**Extracted information**:

+ + +

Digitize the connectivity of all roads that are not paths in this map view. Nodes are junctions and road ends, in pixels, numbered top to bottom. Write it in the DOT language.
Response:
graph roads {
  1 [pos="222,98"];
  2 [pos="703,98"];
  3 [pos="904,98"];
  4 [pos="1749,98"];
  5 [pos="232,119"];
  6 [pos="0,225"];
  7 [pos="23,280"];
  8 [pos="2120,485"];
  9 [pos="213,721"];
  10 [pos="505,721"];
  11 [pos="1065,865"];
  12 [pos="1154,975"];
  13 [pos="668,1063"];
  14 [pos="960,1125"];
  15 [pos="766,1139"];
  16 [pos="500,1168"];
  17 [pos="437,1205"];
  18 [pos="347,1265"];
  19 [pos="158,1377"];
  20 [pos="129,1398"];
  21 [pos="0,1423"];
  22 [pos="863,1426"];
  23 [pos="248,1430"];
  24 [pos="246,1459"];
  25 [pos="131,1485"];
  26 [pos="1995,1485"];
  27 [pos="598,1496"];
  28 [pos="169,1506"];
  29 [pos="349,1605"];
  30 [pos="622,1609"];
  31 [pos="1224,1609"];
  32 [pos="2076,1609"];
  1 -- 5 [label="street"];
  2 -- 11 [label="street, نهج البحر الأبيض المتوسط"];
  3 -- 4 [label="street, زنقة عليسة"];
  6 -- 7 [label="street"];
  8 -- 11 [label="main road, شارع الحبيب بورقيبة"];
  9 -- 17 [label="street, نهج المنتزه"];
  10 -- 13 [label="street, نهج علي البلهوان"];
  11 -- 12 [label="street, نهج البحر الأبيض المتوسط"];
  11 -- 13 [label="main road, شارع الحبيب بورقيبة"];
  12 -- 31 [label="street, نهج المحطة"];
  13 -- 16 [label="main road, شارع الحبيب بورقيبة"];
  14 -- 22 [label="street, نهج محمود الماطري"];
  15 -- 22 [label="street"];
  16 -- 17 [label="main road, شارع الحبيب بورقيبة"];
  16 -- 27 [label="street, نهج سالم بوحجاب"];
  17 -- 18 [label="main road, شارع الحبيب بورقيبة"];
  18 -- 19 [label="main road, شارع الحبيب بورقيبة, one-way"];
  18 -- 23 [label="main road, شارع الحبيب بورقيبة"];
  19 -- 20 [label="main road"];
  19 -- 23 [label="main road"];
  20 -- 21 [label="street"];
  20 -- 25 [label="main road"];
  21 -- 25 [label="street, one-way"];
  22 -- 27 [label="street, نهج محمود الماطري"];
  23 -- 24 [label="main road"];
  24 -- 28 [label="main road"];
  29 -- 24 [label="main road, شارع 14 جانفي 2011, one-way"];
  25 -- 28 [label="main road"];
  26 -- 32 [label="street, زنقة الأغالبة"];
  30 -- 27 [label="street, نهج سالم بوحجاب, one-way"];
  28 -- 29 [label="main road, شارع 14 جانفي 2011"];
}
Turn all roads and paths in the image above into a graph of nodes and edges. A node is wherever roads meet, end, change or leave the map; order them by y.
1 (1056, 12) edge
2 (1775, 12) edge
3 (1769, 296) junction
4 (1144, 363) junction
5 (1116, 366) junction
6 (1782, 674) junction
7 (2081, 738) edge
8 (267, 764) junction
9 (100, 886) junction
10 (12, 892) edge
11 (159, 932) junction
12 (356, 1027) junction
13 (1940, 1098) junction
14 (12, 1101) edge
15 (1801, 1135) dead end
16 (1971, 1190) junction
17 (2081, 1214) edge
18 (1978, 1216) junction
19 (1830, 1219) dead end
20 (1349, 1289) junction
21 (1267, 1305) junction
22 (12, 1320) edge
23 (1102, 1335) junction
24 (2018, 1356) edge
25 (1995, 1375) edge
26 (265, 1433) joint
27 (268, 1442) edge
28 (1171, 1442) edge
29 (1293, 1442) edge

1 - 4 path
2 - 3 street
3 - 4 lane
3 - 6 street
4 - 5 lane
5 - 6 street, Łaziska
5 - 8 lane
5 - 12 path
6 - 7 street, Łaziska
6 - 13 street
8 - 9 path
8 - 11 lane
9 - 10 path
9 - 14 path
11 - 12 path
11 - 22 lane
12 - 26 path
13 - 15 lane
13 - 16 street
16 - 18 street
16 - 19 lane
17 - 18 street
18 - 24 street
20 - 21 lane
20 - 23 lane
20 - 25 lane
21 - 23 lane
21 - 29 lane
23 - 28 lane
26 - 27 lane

+ + +

Retype all of the data exactly. Leave nothing out.

Digitize the connectivity of all roads that are not paths in this map view. Nodes are junctions and road ends, in pixels, numbered top to bottom. Write it in the DOT language.
Response:
graph roads {
  1 [pos="222,98"];
  2 [pos="703,98"];
  3 [pos="904,98"];
  4 [pos="1749,98"];
  5 [pos="232,119"];
  6 [pos="0,225"];
  7 [pos="23,280"];
  8 [pos="2120,485"];
  9 [pos="213,721"];
  10 [pos="505,721"];
  11 [pos="1065,865"];
  12 [pos="1154,975"];
  13 [pos="668,1063"];
  14 [pos="960,1125"];
  15 [pos="766,1139"];
  16 [pos="500,1168"];
  17 [pos="437,1205"];
  18 [pos="347,1265"];
  19 [pos="158,1377"];
  20 [pos="129,1398"];
  21 [pos="0,1423"];
  22 [pos="863,1426"];
  23 [pos="248,1430"];
  24 [pos="246,1459"];
  25 [pos="131,1485"];
  26 [pos="1995,1485"];
  27 [pos="598,1496"];
  28 [pos="169,1506"];
  29 [pos="349,1605"];
  30 [pos="622,1609"];
  31 [pos="1224,1609"];
  32 [pos="2076,1609"];
  1 -- 5 [label="street"];
  2 -- 11 [label="street, نهج البحر الأبيض المتوسط"];
  3 -- 4 [label="street, زنقة عليسة"];
  6 -- 7 [label="street"];
  8 -- 11 [label="main road, شارع الحبيب بورقيبة"];
  9 -- 17 [label="street, نهج المنتزه"];
  10 -- 13 [label="street, نهج علي البلهوان"];
  11 -- 12 [label="street, نهج البحر الأبيض المتوسط"];
  11 -- 13 [label="main road, شارع الحبيب بورقيبة"];
  12 -- 31 [label="street, نهج المحطة"];
  13 -- 16 [label="main road, شارع الحبيب بورقيبة"];
  14 -- 22 [label="street, نهج محمود الماطري"];
  15 -- 22 [label="street"];
  16 -- 17 [label="main road, شارع الحبيب بورقيبة"];
  16 -- 27 [label="street, نهج سالم بوحجاب"];
  17 -- 18 [label="main road, شارع الحبيب بورقيبة"];
  18 -- 19 [label="main road, شارع الحبيب بورقيبة, one-way"];
  18 -- 23 [label="main road, شارع الحبيب بورقيبة"];
  19 -- 20 [label="main road"];
  19 -- 23 [label="main road"];
  20 -- 21 [label="street"];
  20 -- 25 [label="main road"];
  21 -- 25 [label="street, one-way"];
  22 -- 27 [label="street, نهج محمود الماطري"];
  23 -- 24 [label="main road"];
  24 -- 28 [label="main road"];
  29 -- 24 [label="main road, شارع 14 جانفي 2011, one-way"];
  25 -- 28 [label="main road"];
  26 -- 32 [label="street, زنقة الأغالبة"];
  30 -- 27 [label="street, نهج سالم بوحجاب, one-way"];
  28 -- 29 [label="main road, شارع 14 جانفي 2011"];
}
Turn all roads and paths in the image above into a graph of nodes and edges. A node is wherever roads meet, end, change or leave the map; order them by y.
1 (1056, 12) edge
2 (1775, 12) edge
3 (1769, 296) junction
4 (1144, 363) junction
5 (1116, 366) junction
6 (1782, 674) junction
7 (2081, 738) edge
8 (267, 764) junction
9 (100, 886) junction
10 (12, 892) edge
11 (159, 932) junction
12 (356, 1027) junction
13 (1940, 1098) junction
14 (12, 1101) edge
15 (1801, 1135) dead end
16 (1971, 1190) junction
17 (2081, 1214) edge
18 (1978, 1216) junction
19 (1830, 1219) dead end
20 (1349, 1289) junction
21 (1267, 1305) junction
22 (12, 1320) edge
23 (1102, 1335) junction
24 (2018, 1356) edge
25 (1995, 1375) edge
26 (265, 1433) joint
27 (268, 1442) edge
28 (1171, 1442) edge
29 (1293, 1442) edge

1 - 4 path
2 - 3 street
3 - 4 lane
3 - 6 street
4 - 5 lane
5 - 6 street, Łaziska
5 - 8 lane
5 - 12 path
6 - 7 street, Łaziska
6 - 13 street
8 - 9 path
8 - 11 lane
9 - 10 path
9 - 14 path
11 - 12 path
11 - 22 lane
12 - 26 path
13 - 15 lane
13 - 16 street
16 - 18 street
16 - 19 lane
17 - 18 street
18 - 24 street
20 - 21 lane
20 - 23 lane
20 - 25 lane
21 - 23 lane
21 - 29 lane
23 - 28 lane
26 - 27 lane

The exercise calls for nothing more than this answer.